- _YOUR OBJECTIVE_:
All the entries that follow are to be returned exactly.

************

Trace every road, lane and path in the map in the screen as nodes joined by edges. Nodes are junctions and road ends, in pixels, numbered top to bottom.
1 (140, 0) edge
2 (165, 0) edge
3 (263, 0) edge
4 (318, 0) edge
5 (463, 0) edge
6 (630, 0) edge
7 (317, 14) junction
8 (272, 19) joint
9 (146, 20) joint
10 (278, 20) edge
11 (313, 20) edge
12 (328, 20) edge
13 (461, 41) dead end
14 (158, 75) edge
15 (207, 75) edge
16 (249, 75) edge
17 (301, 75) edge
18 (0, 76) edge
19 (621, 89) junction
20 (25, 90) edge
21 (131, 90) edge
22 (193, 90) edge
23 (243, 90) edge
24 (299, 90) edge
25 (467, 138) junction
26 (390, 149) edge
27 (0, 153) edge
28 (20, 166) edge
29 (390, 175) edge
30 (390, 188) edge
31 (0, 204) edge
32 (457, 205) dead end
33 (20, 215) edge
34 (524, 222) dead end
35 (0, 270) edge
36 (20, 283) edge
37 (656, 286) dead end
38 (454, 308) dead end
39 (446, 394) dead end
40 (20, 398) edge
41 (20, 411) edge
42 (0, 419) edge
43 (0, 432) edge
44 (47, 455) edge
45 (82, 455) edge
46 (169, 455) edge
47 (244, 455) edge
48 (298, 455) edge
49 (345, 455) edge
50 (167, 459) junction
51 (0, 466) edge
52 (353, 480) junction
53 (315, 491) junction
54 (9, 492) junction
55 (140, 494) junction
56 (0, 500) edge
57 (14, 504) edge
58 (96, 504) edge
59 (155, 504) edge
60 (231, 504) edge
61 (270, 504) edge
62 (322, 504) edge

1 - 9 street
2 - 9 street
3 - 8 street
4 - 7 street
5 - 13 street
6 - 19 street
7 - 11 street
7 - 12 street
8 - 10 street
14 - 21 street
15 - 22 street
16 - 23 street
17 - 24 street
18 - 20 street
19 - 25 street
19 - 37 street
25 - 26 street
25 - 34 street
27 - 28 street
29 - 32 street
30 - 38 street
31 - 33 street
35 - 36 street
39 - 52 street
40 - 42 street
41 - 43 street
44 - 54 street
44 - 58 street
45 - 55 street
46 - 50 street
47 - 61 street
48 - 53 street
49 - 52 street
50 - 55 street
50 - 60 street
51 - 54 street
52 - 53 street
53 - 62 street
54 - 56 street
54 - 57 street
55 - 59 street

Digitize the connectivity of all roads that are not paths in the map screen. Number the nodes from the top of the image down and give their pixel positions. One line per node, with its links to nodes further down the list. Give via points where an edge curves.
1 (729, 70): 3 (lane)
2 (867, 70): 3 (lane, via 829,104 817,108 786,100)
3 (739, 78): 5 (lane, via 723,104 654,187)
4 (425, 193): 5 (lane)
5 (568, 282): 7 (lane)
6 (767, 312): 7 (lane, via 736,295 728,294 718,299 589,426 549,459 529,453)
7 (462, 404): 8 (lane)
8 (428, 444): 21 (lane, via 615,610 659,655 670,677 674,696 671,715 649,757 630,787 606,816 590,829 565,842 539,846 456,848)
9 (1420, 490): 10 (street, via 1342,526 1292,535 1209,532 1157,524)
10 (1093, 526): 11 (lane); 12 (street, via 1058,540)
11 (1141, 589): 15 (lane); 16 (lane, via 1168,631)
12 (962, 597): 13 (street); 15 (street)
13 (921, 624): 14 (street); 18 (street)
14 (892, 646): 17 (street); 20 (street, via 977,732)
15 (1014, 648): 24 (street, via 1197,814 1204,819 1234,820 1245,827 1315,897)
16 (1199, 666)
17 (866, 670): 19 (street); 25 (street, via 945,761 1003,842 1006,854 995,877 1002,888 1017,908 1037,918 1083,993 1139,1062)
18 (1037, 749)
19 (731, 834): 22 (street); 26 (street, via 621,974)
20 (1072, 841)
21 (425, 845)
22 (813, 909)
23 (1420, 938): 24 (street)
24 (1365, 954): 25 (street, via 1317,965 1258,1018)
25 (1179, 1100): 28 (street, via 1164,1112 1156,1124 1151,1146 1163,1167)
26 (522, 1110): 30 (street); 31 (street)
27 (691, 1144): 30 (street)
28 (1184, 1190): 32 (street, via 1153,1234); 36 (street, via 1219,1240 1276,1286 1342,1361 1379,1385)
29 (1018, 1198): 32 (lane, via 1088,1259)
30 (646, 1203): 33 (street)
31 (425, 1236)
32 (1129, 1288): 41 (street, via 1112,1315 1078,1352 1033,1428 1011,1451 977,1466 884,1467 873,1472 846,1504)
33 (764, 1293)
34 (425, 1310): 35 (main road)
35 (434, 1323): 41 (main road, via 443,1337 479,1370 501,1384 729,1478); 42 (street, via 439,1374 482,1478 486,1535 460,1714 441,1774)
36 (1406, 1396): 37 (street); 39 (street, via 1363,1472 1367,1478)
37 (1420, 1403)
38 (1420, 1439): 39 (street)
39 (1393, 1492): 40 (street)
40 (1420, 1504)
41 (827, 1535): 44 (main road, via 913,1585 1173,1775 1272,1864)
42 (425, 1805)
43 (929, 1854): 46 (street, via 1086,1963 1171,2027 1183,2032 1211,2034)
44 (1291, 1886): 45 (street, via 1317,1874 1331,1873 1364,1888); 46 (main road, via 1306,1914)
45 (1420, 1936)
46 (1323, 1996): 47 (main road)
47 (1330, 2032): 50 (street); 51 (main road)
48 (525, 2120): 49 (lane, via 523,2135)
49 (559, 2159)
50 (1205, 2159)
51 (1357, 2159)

************

- _REPLY TO THE TASK_:
Trace every road, lane and path in the map in the screen as nodes joined by edges. Nodes are junctions and road ends, in pixels, numbered top to bottom.
1 (140, 0) edge
2 (165, 0) edge
3 (263, 0) edge
4 (318, 0) edge
5 (463, 0) edge
6 (630, 0) edge
7 (317, 14) junction
8 (272, 19) joint
9 (146, 20) joint
10 (278, 20) edge
11 (313, 20) edge
12 (328, 20) edge
13 (461, 41) dead end
14 (158, 75) edge
15 (207, 75) edge
16 (249, 75) edge
17 (301, 75) edge
18 (0, 76) edge
19 (621, 89) junction
20 (25, 90) edge
21 (131, 90) edge
22 (193, 90) edge
23 (243, 90) edge
24 (299, 90) edge
25 (467, 138) junction
26 (390, 149) edge
27 (0, 153) edge
28 (20, 166) edge
29 (390, 175) edge
30 (390, 188) edge
31 (0, 204) edge
32 (457, 205) dead end
33 (20, 215) edge
34 (524, 222) dead end
35 (0, 270) edge
36 (20, 283) edge
37 (656, 286) dead end
38 (454, 308) dead end
39 (446, 394) dead end
40 (20, 398) edge
41 (20, 411) edge
42 (0, 419) edge
43 (0, 432) edge
44 (47, 455) edge
45 (82, 455) edge
46 (169, 455) edge
47 (244, 455) edge
48 (298, 455) edge
49 (345, 455) edge
50 (167, 459) junction
51 (0, 466) edge
52 (353, 480) junction
53 (315, 491) junction
54 (9, 492) junction
55 (140, 494) junction
56 (0, 500) edge
57 (14, 504) edge
58 (96, 504) edge
59 (155, 504) edge
60 (231, 504) edge
61 (270, 504) edge
62 (322, 504) edge

1 - 9 street
2 - 9 street
3 - 8 street
4 - 7 street
5 - 13 street
6 - 19 street
7 - 11 street
7 - 12 street
8 - 10 street
14 - 21 street
15 - 22 street
16 - 23 street
17 - 24 street
18 - 20 street
19 - 25 street
19 - 37 street
25 - 26 street
25 - 34 street
27 - 28 street
29 - 32 street
30 - 38 street
31 - 33 street
35 - 36 street
39 - 52 street
40 - 42 street
41 - 43 street
44 - 54 street
44 - 58 street
45 - 55 street
46 - 50 street
47 - 61 street
48 - 53 street
49 - 52 street
50 - 55 street
50 - 60 street
51 - 54 street
52 - 53 street
53 - 62 street
54 - 56 street
54 - 57 street
55 - 59 street

Digitize the connectivity of all roads that are not paths in the map screen. Number the nodes from the top of the image down and give their pixel positions. One line per node, with its links to nodes further down the list. Give via points where an edge curves.
1 (729, 70): 3 (lane)
2 (867, 70): 3 (lane, via 829,104 817,108 786,100)
3 (739, 78): 5 (lane, via 723,104 654,187)
4 (425, 193): 5 (lane)
5 (568, 282): 7 (lane)
6 (767, 312): 7 (lane, via 736,295 728,294 718,299 589,426 549,459 529,453)
7 (462, 404): 8 (lane)
8 (428, 444): 21 (lane, via 615,610 659,655 670,677 674,696 671,715 649,757 630,787 606,816 590,829 565,842 539,846 456,848)
9 (1420, 490): 10 (street, via 1342,526 1292,535 1209,532 1157,524)
10 (1093, 526): 11 (lane); 12 (street, via 1058,540)
11 (1141, 589): 15 (lane); 16 (lane, via 1168,631)
12 (962, 597): 13 (street); 15 (street)
13 (921, 624): 14 (street); 18 (street)
14 (892, 646): 17 (street); 20 (street, via 977,732)
15 (1014, 648): 24 (street, via 1197,814 1204,819 1234,820 1245,827 1315,897)
16 (1199, 666)
17 (866, 670): 19 (street); 25 (street, via 945,761 1003,842 1006,854 995,877 1002,888 1017,908 1037,918 1083,993 1139,1062)
18 (1037, 749)
19 (731, 834): 22 (street); 26 (street, via 621,974)
20 (1072, 841)
21 (425, 845)
22 (813, 909)
23 (1420, 938): 24 (street)
24 (1365, 954): 25 (street, via 1317,965 1258,1018)
25 (1179, 1100): 28 (street, via 1164,1112 1156,1124 1151,1146 1163,1167)
26 (522, 1110): 30 (street); 31 (street)
27 (691, 1144): 30 (street)
28 (1184, 1190): 32 (street, via 1153,1234); 36 (street, via 1219,1240 1276,1286 1342,1361 1379,1385)
29 (1018, 1198): 32 (lane, via 1088,1259)
30 (646, 1203): 33 (street)
31 (425, 1236)
32 (1129, 1288): 41 (street, via 1112,1315 1078,1352 1033,1428 1011,1451 977,1466 884,1467 873,1472 846,1504)
33 (764, 1293)
34 (425, 1310): 35 (main road)
35 (434, 1323): 41 (main road, via 443,1337 479,1370 501,1384 729,1478); 42 (street, via 439,1374 482,1478 486,1535 460,1714 441,1774)
36 (1406, 1396): 37 (street); 39 (street, via 1363,1472 1367,1478)
37 (1420, 1403)
38 (1420, 1439): 39 (street)
39 (1393, 1492): 40 (street)
40 (1420, 1504)
41 (827, 1535): 44 (main road, via 913,1585 1173,1775 1272,1864)
42 (425, 1805)
43 (929, 1854): 46 (street, via 1086,1963 1171,2027 1183,2032 1211,2034)
44 (1291, 1886): 45 (street, via 1317,1874 1331,1873 1364,1888); 46 (main road, via 1306,1914)
45 (1420, 1936)
46 (1323, 1996): 47 (main road)
47 (1330, 2032): 50 (street); 51 (main road)
48 (525, 2120): 49 (lane, via 523,2135)
49 (559, 2159)
50 (1205, 2159)
51 (1357, 2159)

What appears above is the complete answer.